### People photos with keypoints
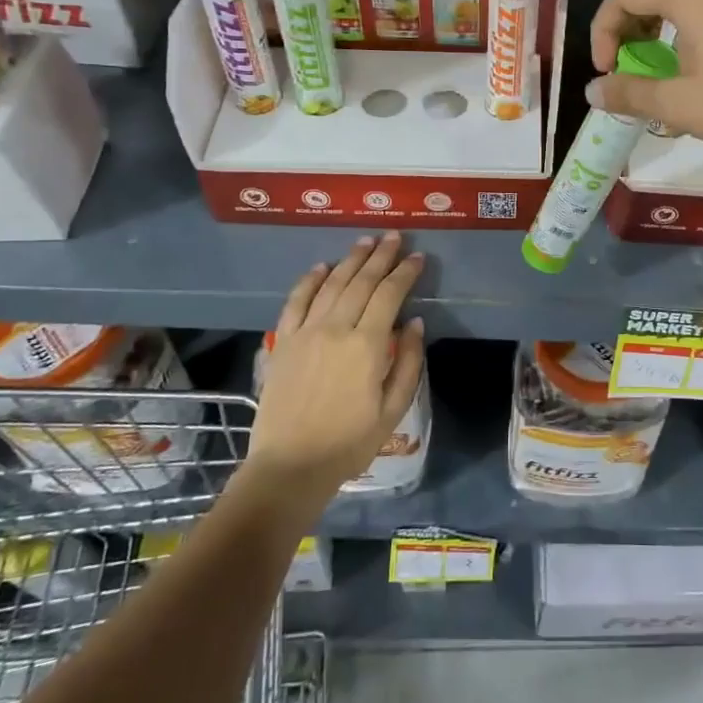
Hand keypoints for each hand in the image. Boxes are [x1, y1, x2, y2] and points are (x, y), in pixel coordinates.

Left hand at [241, 232, 426, 498]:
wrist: (291, 466)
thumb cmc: (349, 442)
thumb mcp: (392, 408)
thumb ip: (408, 363)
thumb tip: (415, 323)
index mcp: (366, 345)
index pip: (389, 295)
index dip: (405, 272)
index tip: (418, 257)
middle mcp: (335, 329)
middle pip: (361, 282)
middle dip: (381, 256)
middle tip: (394, 237)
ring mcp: (305, 332)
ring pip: (331, 285)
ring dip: (350, 260)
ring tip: (365, 242)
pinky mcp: (284, 342)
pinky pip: (296, 302)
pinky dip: (310, 281)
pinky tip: (322, 267)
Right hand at [587, 0, 702, 163]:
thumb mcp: (677, 104)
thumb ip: (629, 93)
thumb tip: (593, 90)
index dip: (602, 30)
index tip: (606, 71)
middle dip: (626, 26)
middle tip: (624, 65)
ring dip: (654, 28)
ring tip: (653, 67)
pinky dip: (684, 31)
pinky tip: (691, 67)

### Instructions to follow
With no other words, state how many lines above hold the word "hand".

### Response for this exercise
3